Start of DATA SECTION

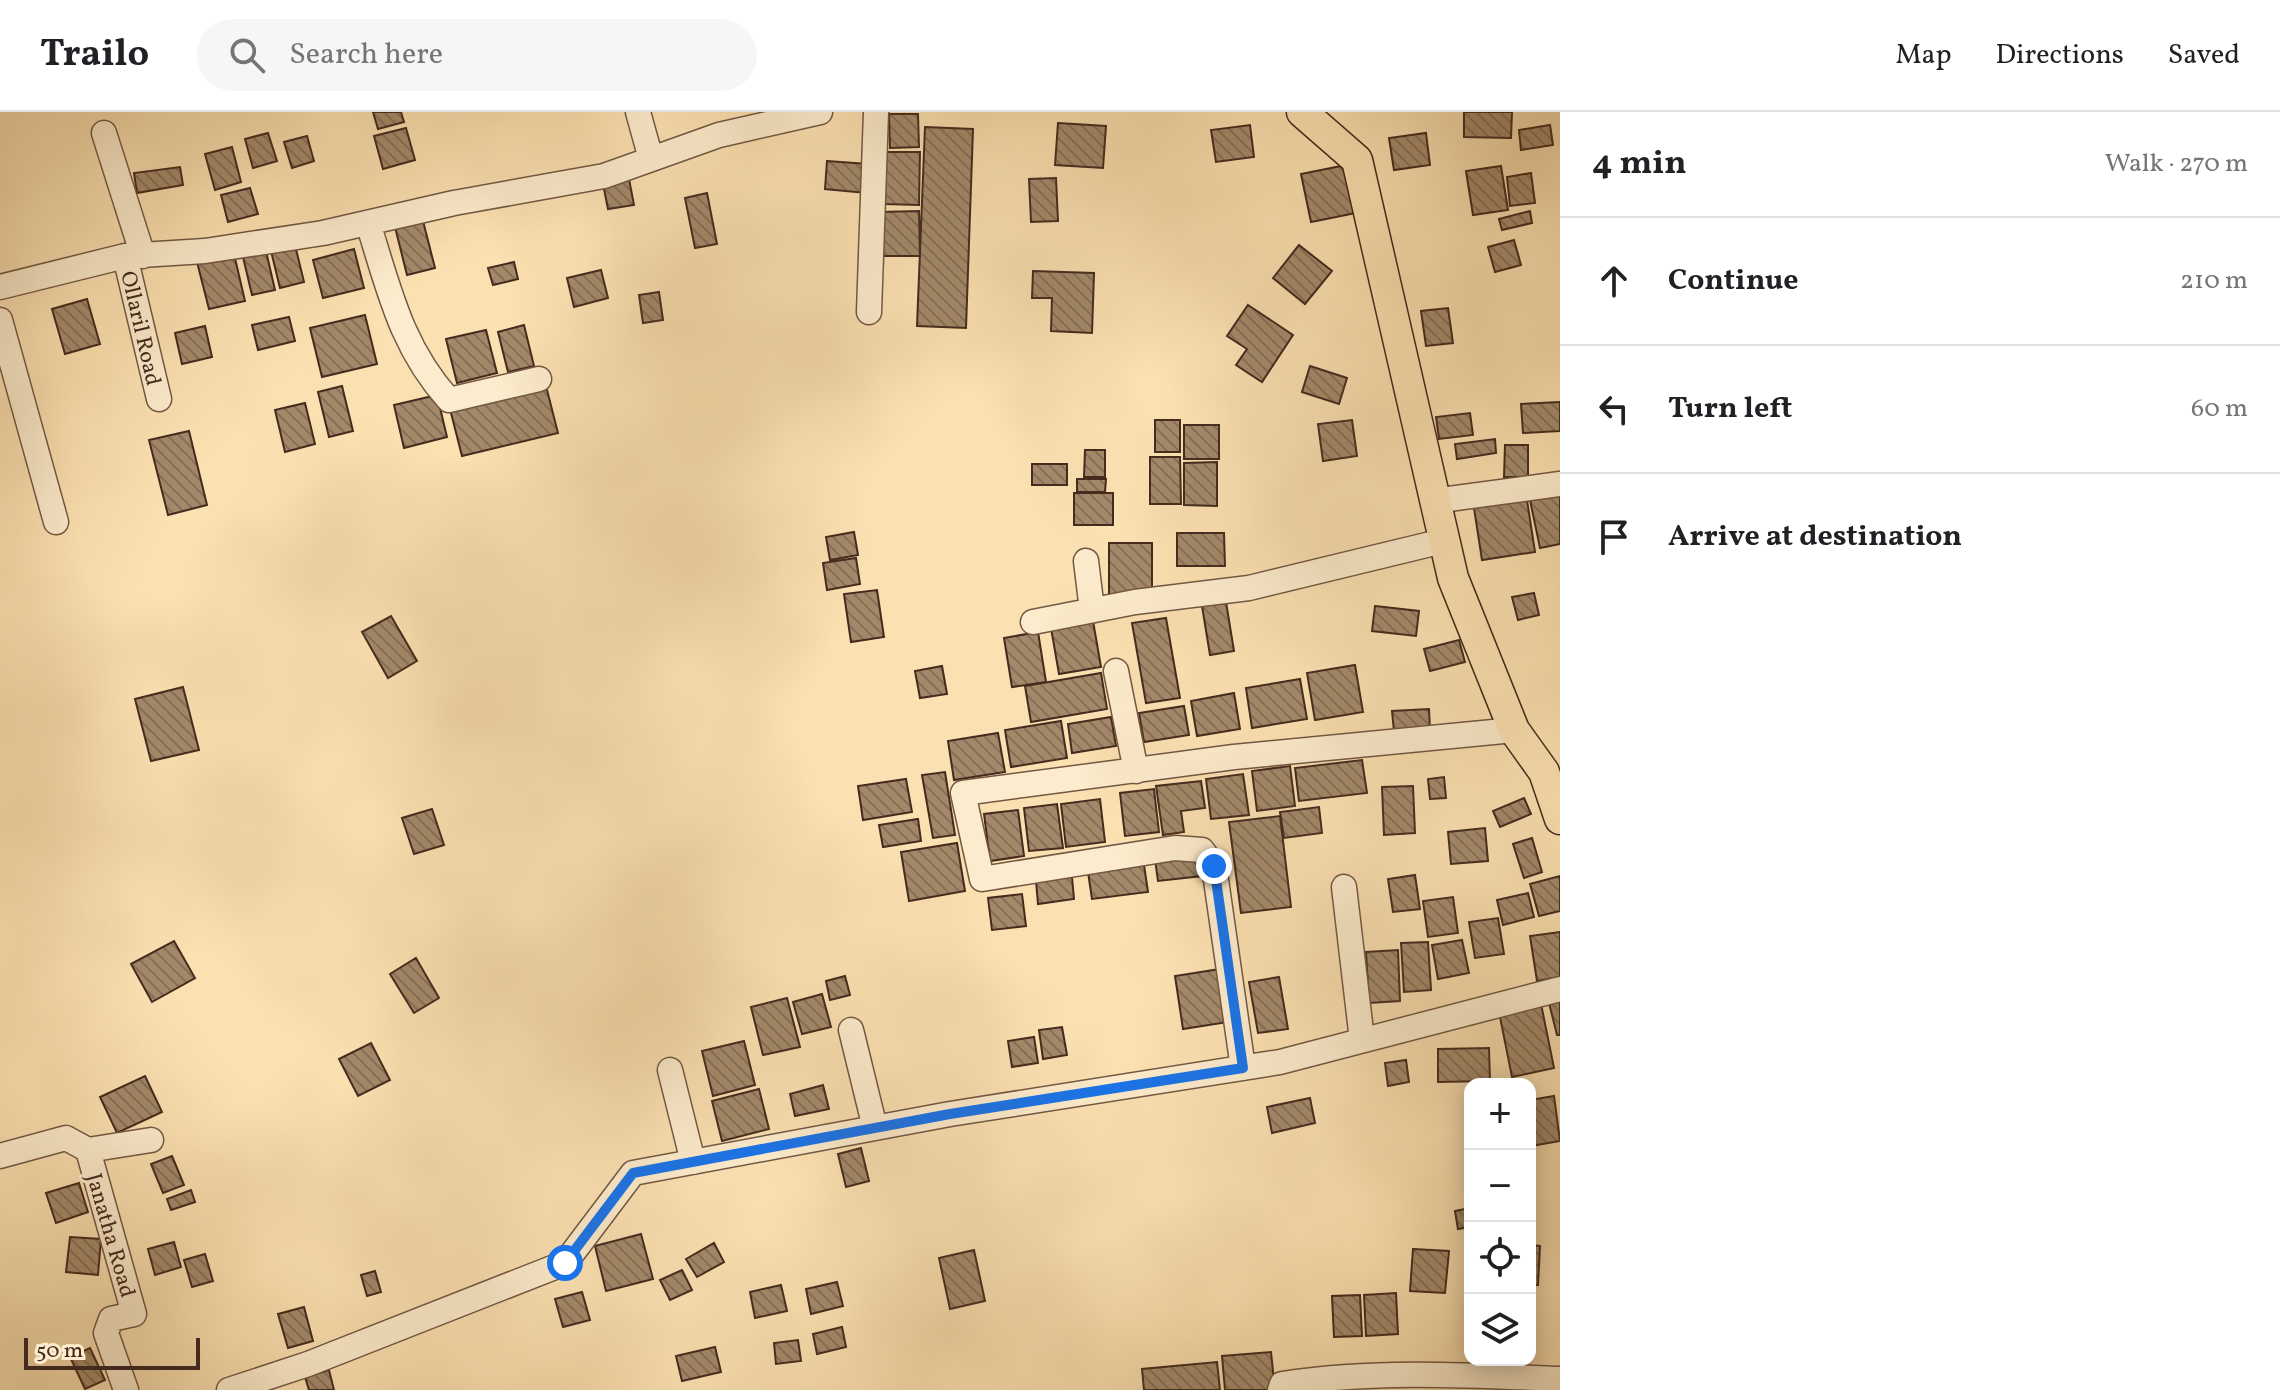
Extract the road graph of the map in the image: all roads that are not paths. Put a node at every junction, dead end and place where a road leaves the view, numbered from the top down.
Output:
1 (638, 112) edge
2 (820, 112) edge
3 (876, 112) edge
4 (1302, 112) edge
5 (104, 133) dead end
6 (651, 159) junction
7 (368, 223) junction
8 (134, 256) junction
9 (0, 287) edge
10 (869, 312) dead end
11 (0, 320) edge
12 (539, 379) dead end
13 (159, 399) dead end
14 (1560, 484) edge
15 (1434, 501) junction
16 (56, 522) dead end
17 (1443, 541) junction
18 (1086, 561) dead end
19 (1092, 610) junction
20 (1033, 622) dead end
21 (1116, 671) dead end
22 (1514, 730) junction
23 (1136, 771) junction
24 (1560, 819) edge
25 (1344, 887) dead end
26 (1560, 989) edge
27 (851, 1030) dead end
28 (1362, 1040) junction
29 (1243, 1068) junction
30 (670, 1070) dead end
31 (875, 1128) junction
32 (151, 1140) dead end
33 (88, 1150) junction
34 (0, 1156) edge
35 (693, 1162) junction
36 (1560, 1379) edge
37 (126, 1390) edge
38 (229, 1390) edge
39 (1280, 1390) edge

1 - 6 street
2 - 6 street
3 - 10 street
4 - 15 main road
5 - 8 street, Ollaril Road
6 - 7 street
7 - 8 street
7 - 12 street
8 - 9 street
8 - 13 street, Ollaril Road
11 - 16 street
14 - 15 street
15 - 17 main road
17 - 19 street
17 - 22 main road
18 - 19 street
19 - 20 street
21 - 23 street
22 - 23 street
22 - 24 main road
23 - 29 street
25 - 28 street
26 - 28 street
27 - 31 street
28 - 29 street
29 - 31 street
30 - 35 street
31 - 35 street
32 - 33 street
33 - 34 street, Janatha Road
33 - 37 street, Janatha Road
35 - 38 street
36 - 39 street

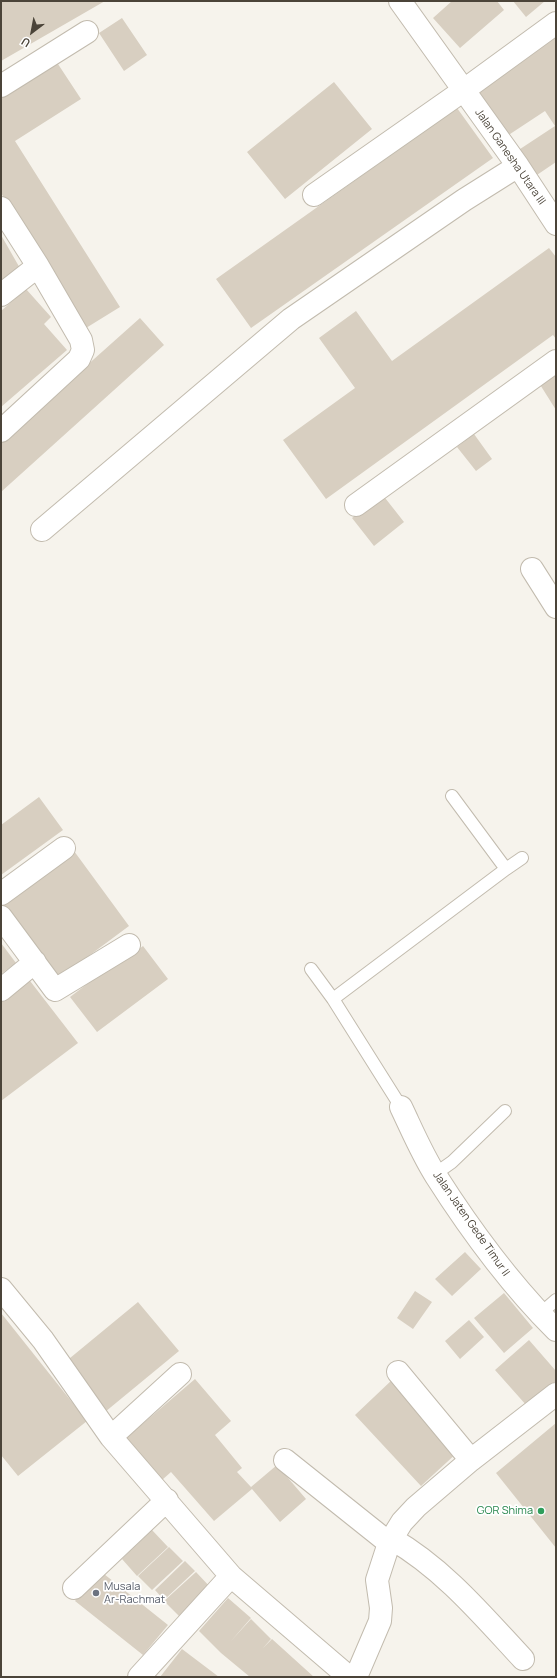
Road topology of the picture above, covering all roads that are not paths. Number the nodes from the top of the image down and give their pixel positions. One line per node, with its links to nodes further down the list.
1 (400, 1): 5 (street, Jalan Ganesha Utara III)
2 (556, 23): 5 (street)
3 (87, 32): 4 (street)
4 (1, 86)
5 (464, 90): 6 (street, Jalan Ganesha Utara III); 7 (street)
6 (518, 166): 9 (street, Jalan Ganesha Utara III); 15 (street)
7 (314, 195)
8 (1, 208): 10 (street)
9 (556, 224)
10 (38, 266): 11 (street); 13 (street)
11 (1, 295)
12 (556, 362): 14 (street)
13 (1, 431)
14 (356, 505)
15 (42, 530)
16 (532, 569): 17 (street)
17 (556, 606)
18 (452, 796): 21 (lane)
19 (64, 848): 22 (street)
20 (522, 858): 21 (lane)
21 (506, 869): 28 (lane)
22 (1, 894)
23 (1, 917): 25 (street)
24 (128, 944): 25 (street)
25 (35, 962): 27 (street)
26 (311, 969): 28 (lane)
27 (1, 990)
28 (333, 999): 29 (lane)
29 (401, 1107): 31 (street, Jalan Jaten Gede Timur II)
30 (505, 1111): 31 (lane)
31 (435, 1174): 33 (street, Jalan Jaten Gede Timur II)
32 (1, 1289): 38 (street)
33 (548, 1307): 34 (street, Jalan Jaten Gede Timur II)
34 (556, 1330)
35 (398, 1372): 40 (street)
36 (180, 1374): 38 (street)
37 (556, 1394): 40 (street)
38 (111, 1437): 41 (street)
39 (285, 1460): 42 (street)
40 (471, 1460): 42 (street)
41 (167, 1500): 43 (street); 44 (street)
42 (390, 1541): 45 (street); 48 (street)
43 (231, 1576): 46 (street); 47 (street)
44 (74, 1588)
45 (523, 1659)
46 (139, 1677)
47 (349, 1677)
48 (356, 1677)

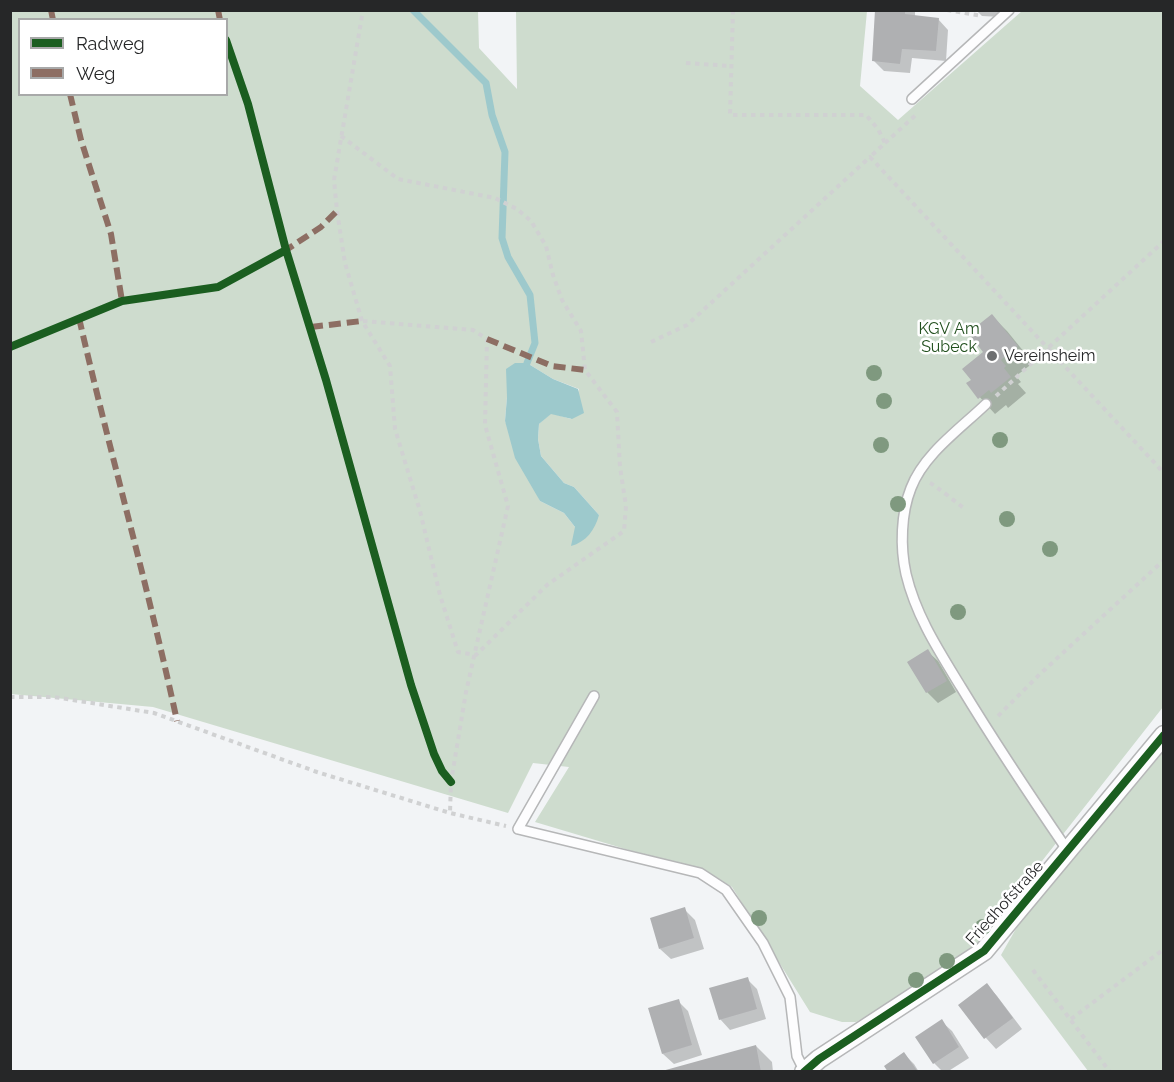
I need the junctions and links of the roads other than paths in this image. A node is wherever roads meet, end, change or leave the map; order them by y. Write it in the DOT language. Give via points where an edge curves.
graph roads {
  1 [pos="1010,10"];
  2 [pos="912,99"];
  3 [pos="986,404"];
  4 [pos="594,696"];
  5 [pos="1164,735"];
  6 [pos="1068,851"];
  7 [pos="804,1071"];
  1 -- 2 [label="lane"];
  3 -- 6 [label="lane" via="929,458 910,489 903,522 906,572 924,625 989,734"];
  4 -- 7 [label="lane" via="518,829 700,873 726,890 763,943 790,997 797,1056"];
  5 -- 6 [label="street, Friedhofstraße"];
  6 -- 7 [label="street, Friedhofstraße" via="984,951"];
}
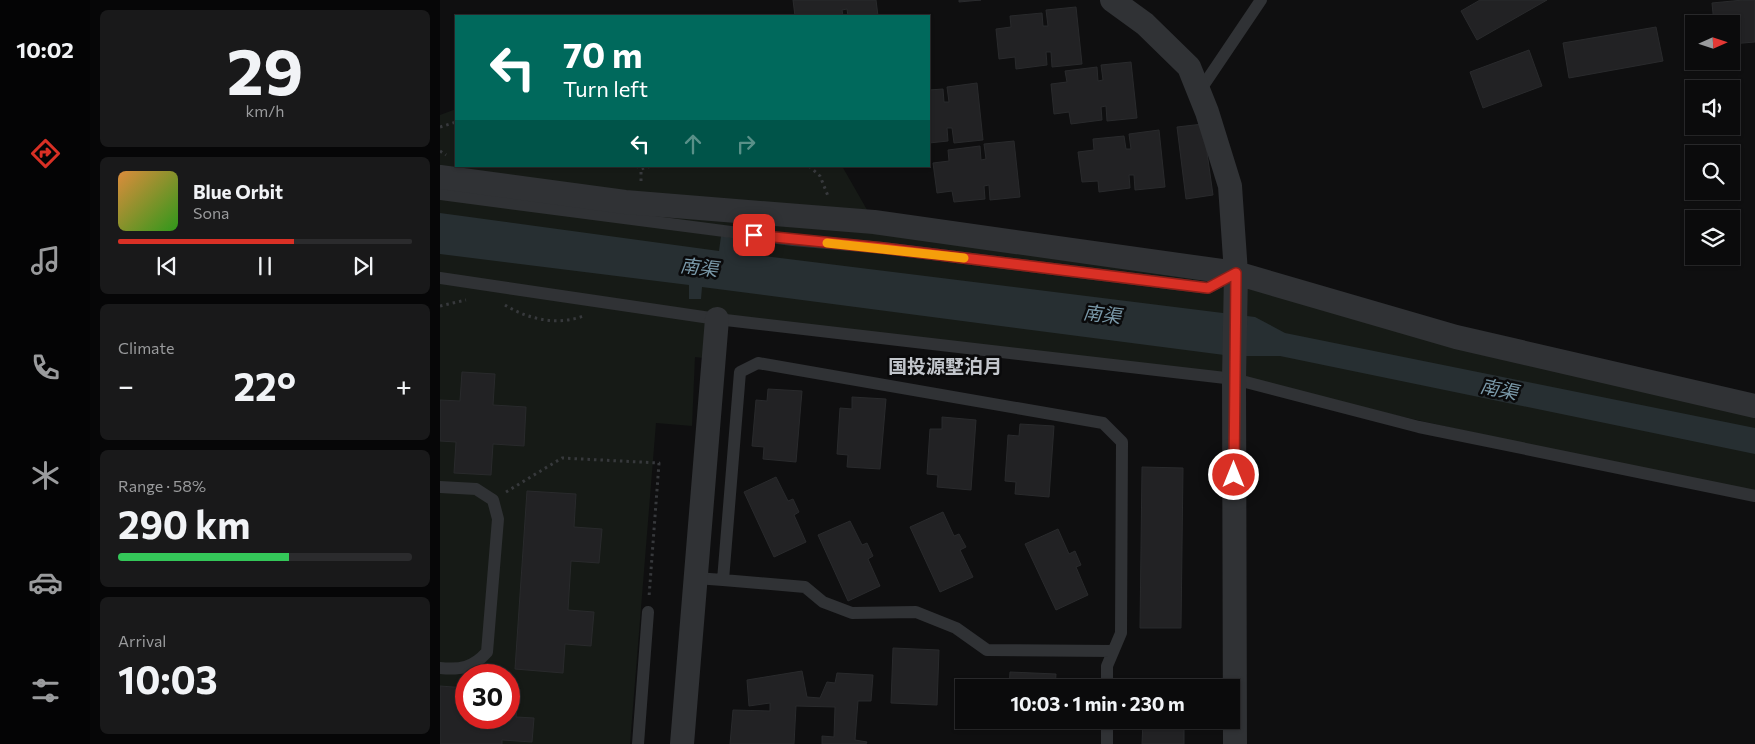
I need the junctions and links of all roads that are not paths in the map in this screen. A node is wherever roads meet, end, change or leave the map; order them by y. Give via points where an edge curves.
1 (1112, 0) edge
2 (1262, 0) edge
3 (1199, 92) junction
4 (440, 177) edge
5 (440, 194) edge
6 (1236, 273) junction
7 (440, 278) edge
8 (717, 319) junction
9 (1234, 379) junction
10 (1755, 406) edge
11 (440, 487) edge
12 (1755, 496) edge
13 (696, 578) junction
14 (723, 580) junction
15 (648, 612) road end
16 (1114, 651) junction
17 (440, 668) edge
18 (1107, 679) edge
19 (1107, 729) edge
20 (638, 744) edge
21 (682, 744) edge
22 (1107, 744) edge
23 (1235, 744) edge

1 - 3 street via 1145,24 1189,68
2 - 3 lane
3 - 6 street via 1230,186
4 - 6 street via 625,202 874,222
5 - 6 lane via 793,240 1208,288
6 - 9 street
6 - 10 street via 1456,338
7 - 8 lane
8 - 9 lane
8 - 13 street
9 - 12 lane via 1420,428
9 - 23 street
11 - 17 lane via 476,490 493,500 498,519 487,652 477,663 460,670
13 - 14 lane
13 - 21 street
14 - 16 lane via 805,587 823,602 852,613 916,612 956,628 987,650
14 - 16 lane via 740,372 758,363 1103,423 1122,442 1121,633
15 - 20 lane
16 - 18 lane via 1107,666
19 - 22 lane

End of DATA SECTION

ASSIGNMENT: Wherever the string "meet" occurs in the records above, copy that line.

ANSWER TO THE PROBLEM:
I need the junctions and links of the roads other than paths in this image. A node is wherever roads meet, end, change or leave the map; order them by y. Write it in the DOT language. Give via points where an edge curves.
I need the junctions and links of all roads that are not paths in the map in this screen. A node is wherever roads meet, end, change or leave the map; order them by y. Give via points where an edge curves.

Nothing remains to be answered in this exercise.